Month: March 2015
A New Edict of Milan in America
Tolerance needs to begin with us and we need to start by recognizing that baseless, absurd conclusions with the intent to invoke emotional responses from its target audience is the reason why intolerance begins to take shape in the first place. I recently ran across an article entitled, “Repealing the Edict of Milan: Obama as the Anti-Constantine,” written by either Ralph H. Sidway or Raymond Ibrahim (it’s not entirely clear which), that indicates Obama is the Anti-Constantine because he, supposedly, refuses to help the Syrian Christians against the horrific persecution they are suffering at the hands of ISIS. The argument made is weak containing unconvincing evidence that is irrelevant or inconclusive, full of emotion, yet; still, it will have no problem appealing to a conservative audience anyway.
This idea that Obama is the Anti-Constantine only adds to the intolerance (the intolerance and disdain Republicans have towards Democrats). It does nothing in the way of offering a real compromising solution so that, perhaps, we really can make a change in the Middle East forward towards a fully realized state of religious tolerance. Secondly, the “Edict of Milan,” while an important concept in the formation of our own country’s ideas towards religious tolerance, did not really exist as a historical event.
There was no real edict made in Milan. What is often referred to as being the “Edict of Milan”, instead, was a letter by the Emperor Licinius distributed to the eastern provinces in 313. Although, Constantine’s name may have been referenced in the letter, it was not written by Constantine. Dr. Timothy Barnes states in his book, “Constantine: Dynasty, Religion and Power in the Later Roman Empire:”
“The surviving document often falsely called the ‘Edict of Milan’ is in fact a letter which Licinius sent successively in 313 to the governor of each province of Aisia Minor, the Syrian region and Egypt as they came under his control after he defeated Maximinus.”
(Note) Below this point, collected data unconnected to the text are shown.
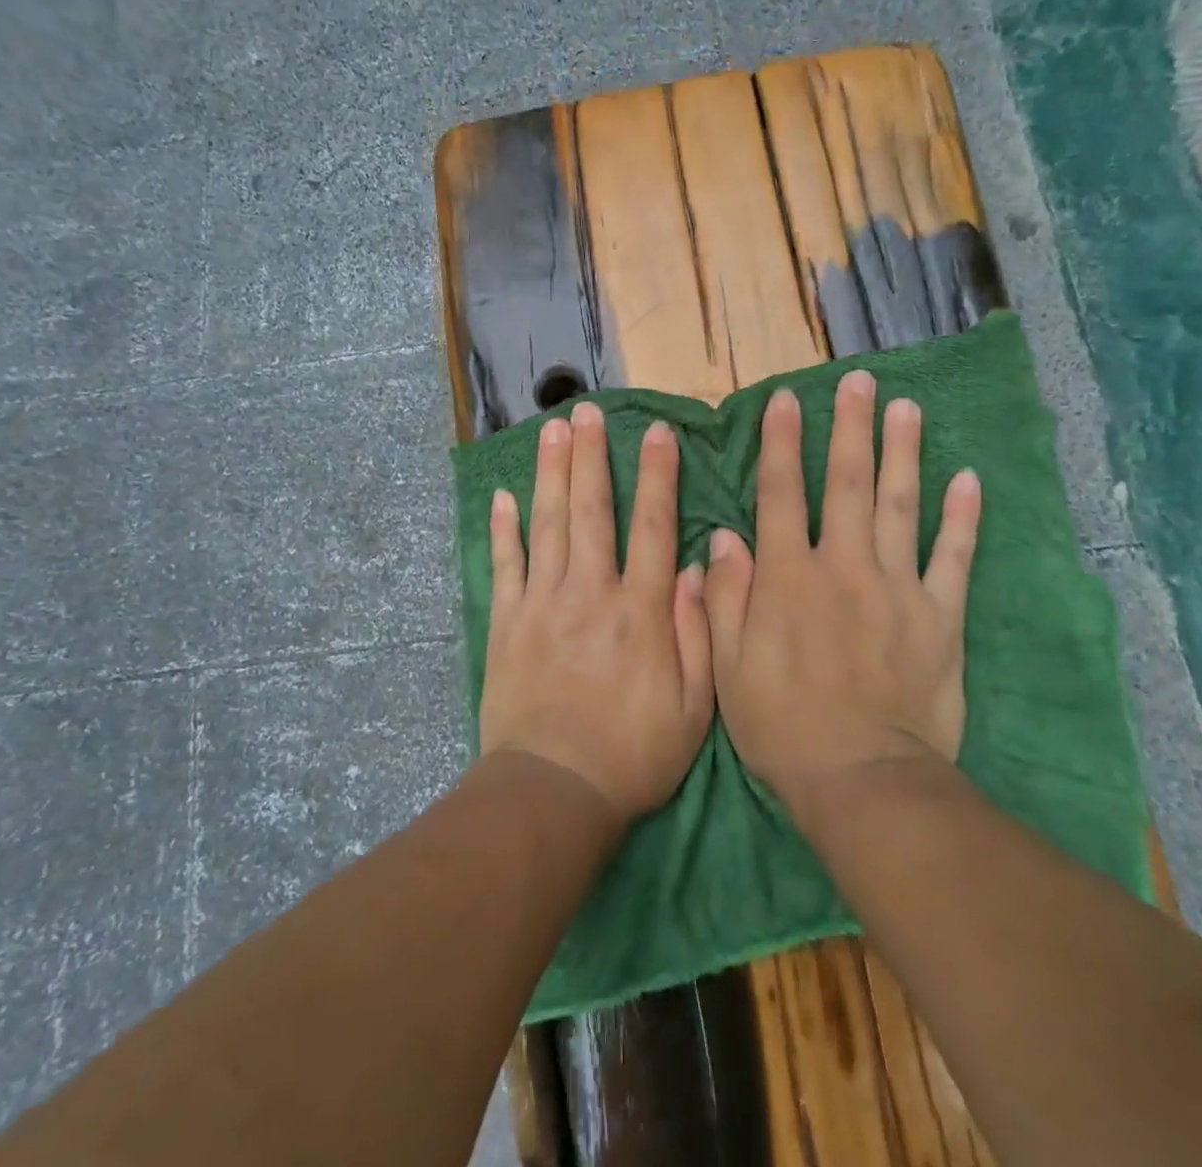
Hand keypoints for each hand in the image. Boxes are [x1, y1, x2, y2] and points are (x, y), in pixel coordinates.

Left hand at [479, 403, 715, 826]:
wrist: (555, 790)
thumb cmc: (634, 752)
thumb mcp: (695, 705)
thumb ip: (698, 630)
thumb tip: (697, 566)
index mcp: (641, 609)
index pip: (654, 526)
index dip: (658, 476)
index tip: (658, 433)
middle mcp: (591, 592)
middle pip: (591, 510)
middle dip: (591, 456)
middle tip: (586, 411)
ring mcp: (543, 603)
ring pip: (547, 524)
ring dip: (550, 473)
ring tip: (552, 431)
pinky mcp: (508, 623)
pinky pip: (505, 565)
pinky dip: (503, 530)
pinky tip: (503, 497)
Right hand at [704, 371, 982, 804]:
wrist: (863, 779)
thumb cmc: (783, 725)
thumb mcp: (728, 666)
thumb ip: (725, 596)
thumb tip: (723, 537)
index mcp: (788, 577)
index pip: (782, 494)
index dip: (783, 443)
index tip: (787, 400)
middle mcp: (843, 567)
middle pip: (848, 484)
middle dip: (851, 428)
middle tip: (859, 382)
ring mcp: (898, 588)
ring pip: (902, 506)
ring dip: (904, 452)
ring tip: (908, 408)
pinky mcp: (941, 616)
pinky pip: (954, 558)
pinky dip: (963, 518)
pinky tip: (969, 479)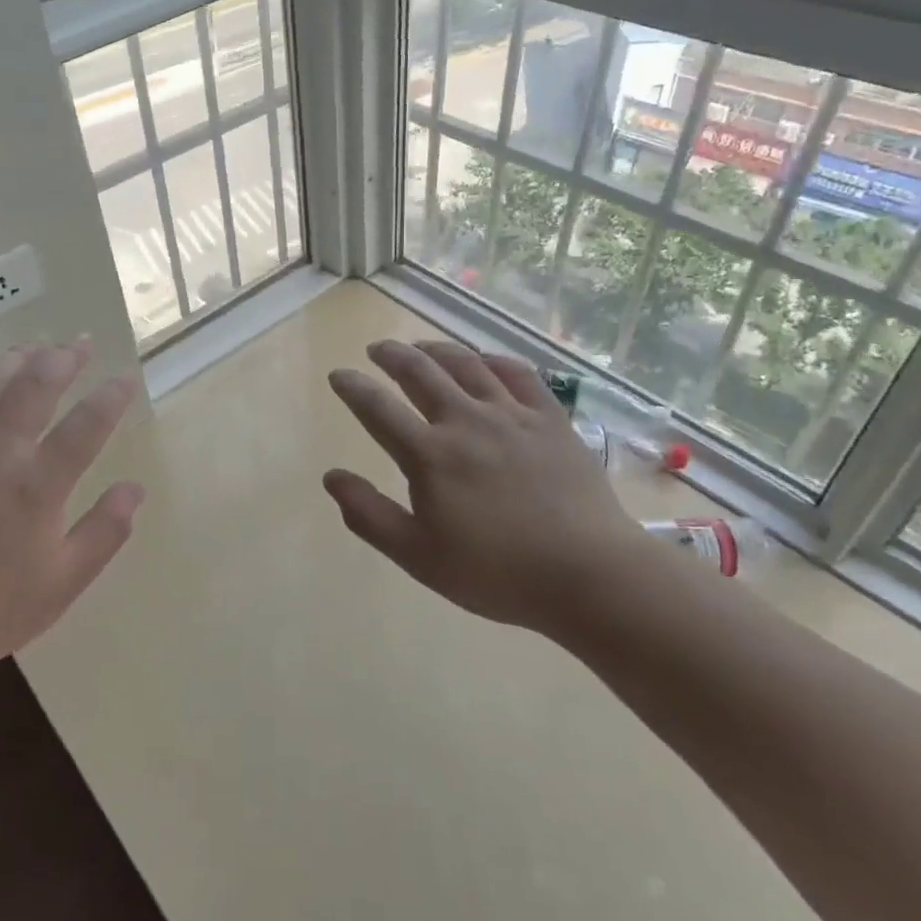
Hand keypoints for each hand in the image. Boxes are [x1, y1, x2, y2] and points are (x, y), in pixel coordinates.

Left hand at [0, 338, 143, 706]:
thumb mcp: (62, 583)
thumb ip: (104, 532)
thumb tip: (135, 488)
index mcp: (37, 487)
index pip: (86, 425)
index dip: (111, 396)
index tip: (125, 378)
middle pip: (33, 388)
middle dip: (61, 359)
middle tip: (78, 342)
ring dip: (12, 361)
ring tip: (32, 348)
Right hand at [324, 339, 647, 630]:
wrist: (588, 573)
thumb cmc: (497, 572)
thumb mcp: (418, 556)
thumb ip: (369, 515)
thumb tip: (331, 477)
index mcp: (430, 455)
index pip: (377, 409)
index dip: (353, 388)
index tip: (339, 375)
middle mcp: (465, 421)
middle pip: (420, 372)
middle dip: (392, 355)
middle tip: (378, 349)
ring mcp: (511, 415)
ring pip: (466, 364)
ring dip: (436, 349)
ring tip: (421, 346)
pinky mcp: (550, 418)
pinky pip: (517, 373)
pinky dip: (492, 359)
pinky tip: (484, 360)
In fact, Barnes makes the case that intolerance was nurtured by Constantine in his later reigning years as he consolidated power, as he began to embrace Christianity more fully and as he steered the empire towards a more totalitarianism solution to the problem of governing. So, the premise that Obama is the Anti-Constantine doesn’t make much sense if the intent of “Repealing the Edict of Milan: Obama as the Anti-Constantine” is to prove Obama approves of totalitarianism and intolerance.
How about we make real inroads towards tolerance? For example, let’s respect each other’s politics, quit making inflammatory remarks about the opposition and then sit down at the table and talk about how we can make this world a better place that includes more tolerance (much more tolerance, including the concept that the parties begin to tolerate each other more respectfully than has recently been the case).